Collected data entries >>
*** Block opens ***

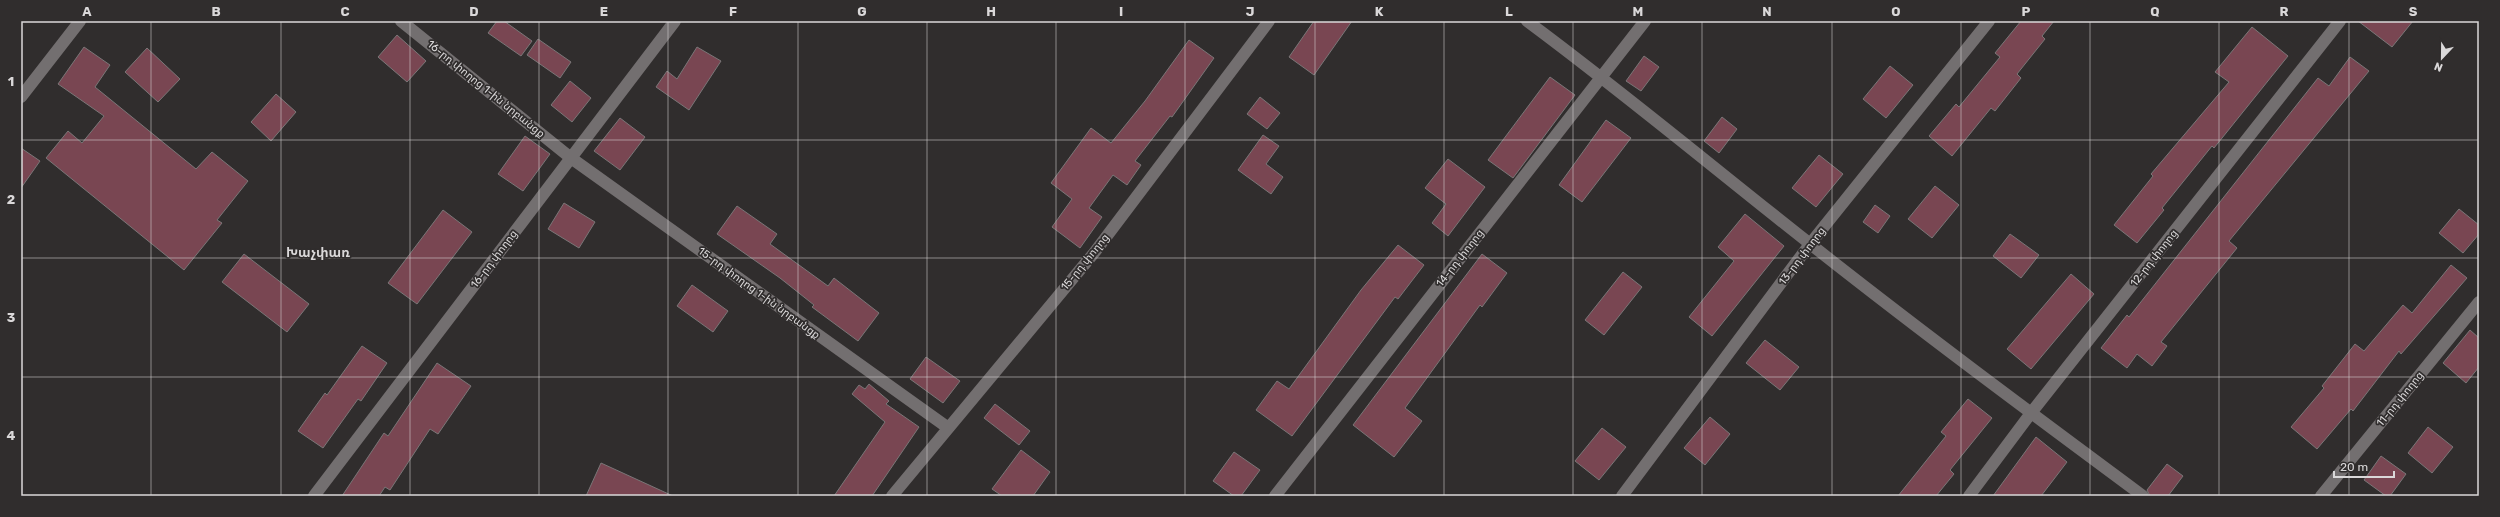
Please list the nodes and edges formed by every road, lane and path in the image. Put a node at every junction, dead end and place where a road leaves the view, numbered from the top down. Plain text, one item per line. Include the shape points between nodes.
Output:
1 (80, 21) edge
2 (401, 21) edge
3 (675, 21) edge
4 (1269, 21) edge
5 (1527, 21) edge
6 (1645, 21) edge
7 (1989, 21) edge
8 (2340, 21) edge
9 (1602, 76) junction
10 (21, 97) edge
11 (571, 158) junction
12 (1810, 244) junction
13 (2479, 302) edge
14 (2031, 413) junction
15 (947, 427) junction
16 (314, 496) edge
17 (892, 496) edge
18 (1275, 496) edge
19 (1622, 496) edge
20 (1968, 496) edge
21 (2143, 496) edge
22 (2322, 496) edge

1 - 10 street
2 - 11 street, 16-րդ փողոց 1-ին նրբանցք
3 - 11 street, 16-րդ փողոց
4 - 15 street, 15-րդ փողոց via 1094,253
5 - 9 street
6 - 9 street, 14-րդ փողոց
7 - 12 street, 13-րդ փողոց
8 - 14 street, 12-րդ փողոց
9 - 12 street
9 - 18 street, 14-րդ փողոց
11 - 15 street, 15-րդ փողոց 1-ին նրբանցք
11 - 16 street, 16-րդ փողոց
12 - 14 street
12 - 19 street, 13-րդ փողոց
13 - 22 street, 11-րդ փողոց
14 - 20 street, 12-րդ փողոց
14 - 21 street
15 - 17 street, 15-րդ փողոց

*** Block closes ***

WHAT IS NEEDED >> All records must be output exactly as they are, except for the pictures, which are left out.

RESPONSE TO THIS TASK >>
Please list the nodes and edges formed by every road, lane and path in the image. Put a node at every junction, dead end and place where a road leaves the view, numbered from the top down. Plain text, one item per line. Include the shape points between nodes.
Output:
1 (80, 21) edge
2 (401, 21) edge
3 (675, 21) edge
4 (1269, 21) edge
5 (1527, 21) edge
6 (1645, 21) edge
7 (1989, 21) edge
8 (2340, 21) edge
9 (1602, 76) junction
10 (21, 97) edge
11 (571, 158) junction
12 (1810, 244) junction
13 (2479, 302) edge
14 (2031, 413) junction
15 (947, 427) junction
16 (314, 496) edge
17 (892, 496) edge
18 (1275, 496) edge
19 (1622, 496) edge
20 (1968, 496) edge
21 (2143, 496) edge
22 (2322, 496) edge

1 - 10 street
2 - 11 street, 16-րդ փողոց 1-ին նրբանցք
3 - 11 street, 16-րդ փողոց
4 - 15 street, 15-րդ փողոց via 1094,253
5 - 9 street
6 - 9 street, 14-րդ փողոց
7 - 12 street, 13-րդ փողոց
8 - 14 street, 12-րդ փողոց
9 - 12 street
9 - 18 street, 14-րդ փողոց
11 - 15 street, 15-րդ փողոց 1-ին նրբանցք
11 - 16 street, 16-րդ փողոց
12 - 14 street
12 - 19 street, 13-րդ փողոց
13 - 22 street, 11-րդ փողոց
14 - 20 street, 12-րդ փողոց
14 - 21 street
15 - 17 street, 15-րդ փողոց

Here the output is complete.